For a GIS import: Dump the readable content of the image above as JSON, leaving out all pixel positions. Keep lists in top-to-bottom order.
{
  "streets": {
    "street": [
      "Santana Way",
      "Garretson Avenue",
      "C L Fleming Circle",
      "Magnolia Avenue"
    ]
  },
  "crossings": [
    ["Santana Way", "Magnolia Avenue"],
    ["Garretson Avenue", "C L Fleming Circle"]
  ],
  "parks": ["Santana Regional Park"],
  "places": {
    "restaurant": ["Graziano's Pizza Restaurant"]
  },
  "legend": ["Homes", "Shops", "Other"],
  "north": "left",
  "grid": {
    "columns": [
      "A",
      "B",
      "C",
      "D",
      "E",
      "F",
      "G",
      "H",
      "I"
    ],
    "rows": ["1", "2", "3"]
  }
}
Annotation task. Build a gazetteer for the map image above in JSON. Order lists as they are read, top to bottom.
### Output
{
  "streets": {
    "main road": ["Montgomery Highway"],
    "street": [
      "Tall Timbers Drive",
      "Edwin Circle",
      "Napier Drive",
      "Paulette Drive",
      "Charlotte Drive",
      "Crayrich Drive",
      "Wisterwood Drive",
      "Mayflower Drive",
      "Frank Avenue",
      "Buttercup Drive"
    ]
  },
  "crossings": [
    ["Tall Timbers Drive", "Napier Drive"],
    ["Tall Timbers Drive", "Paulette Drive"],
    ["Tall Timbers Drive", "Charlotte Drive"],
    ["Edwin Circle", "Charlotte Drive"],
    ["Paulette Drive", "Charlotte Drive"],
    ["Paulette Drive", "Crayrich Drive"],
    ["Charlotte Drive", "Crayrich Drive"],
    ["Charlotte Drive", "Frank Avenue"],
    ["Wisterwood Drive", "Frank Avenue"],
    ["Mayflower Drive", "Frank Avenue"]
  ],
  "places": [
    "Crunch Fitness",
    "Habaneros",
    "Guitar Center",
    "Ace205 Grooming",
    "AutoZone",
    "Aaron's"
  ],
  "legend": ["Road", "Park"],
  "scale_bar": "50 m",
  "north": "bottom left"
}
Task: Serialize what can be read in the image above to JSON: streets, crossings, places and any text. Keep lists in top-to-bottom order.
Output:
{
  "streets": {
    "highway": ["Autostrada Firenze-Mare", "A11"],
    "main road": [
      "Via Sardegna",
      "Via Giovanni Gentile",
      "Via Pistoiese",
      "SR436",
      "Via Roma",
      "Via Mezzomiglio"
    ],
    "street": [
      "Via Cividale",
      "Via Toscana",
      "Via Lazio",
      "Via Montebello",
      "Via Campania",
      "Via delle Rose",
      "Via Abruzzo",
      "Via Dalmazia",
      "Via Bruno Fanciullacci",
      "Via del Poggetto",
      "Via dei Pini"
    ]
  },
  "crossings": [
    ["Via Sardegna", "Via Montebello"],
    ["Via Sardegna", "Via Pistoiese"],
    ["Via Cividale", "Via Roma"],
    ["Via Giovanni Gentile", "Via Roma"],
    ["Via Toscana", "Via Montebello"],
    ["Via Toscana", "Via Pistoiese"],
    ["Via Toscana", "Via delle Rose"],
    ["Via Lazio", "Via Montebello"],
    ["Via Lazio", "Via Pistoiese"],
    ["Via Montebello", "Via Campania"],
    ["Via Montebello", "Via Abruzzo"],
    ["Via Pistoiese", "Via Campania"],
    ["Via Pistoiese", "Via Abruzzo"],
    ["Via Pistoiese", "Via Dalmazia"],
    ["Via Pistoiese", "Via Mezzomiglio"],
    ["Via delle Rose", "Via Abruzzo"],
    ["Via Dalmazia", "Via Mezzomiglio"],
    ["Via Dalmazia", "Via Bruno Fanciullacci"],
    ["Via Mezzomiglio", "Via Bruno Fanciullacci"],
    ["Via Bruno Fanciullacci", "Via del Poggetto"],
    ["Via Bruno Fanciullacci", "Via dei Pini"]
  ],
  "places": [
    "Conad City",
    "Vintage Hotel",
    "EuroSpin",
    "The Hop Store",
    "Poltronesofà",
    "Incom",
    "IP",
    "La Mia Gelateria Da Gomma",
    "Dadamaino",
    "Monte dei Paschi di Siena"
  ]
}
▬▬▬▬▬▬▬▬▬▬
→ **Action item**:
Look through the entries above; copy every line holding the string "Fleming".

→ **Expected answer**:
      "C L Fleming Circle",
    ["Garretson Avenue", "C L Fleming Circle"]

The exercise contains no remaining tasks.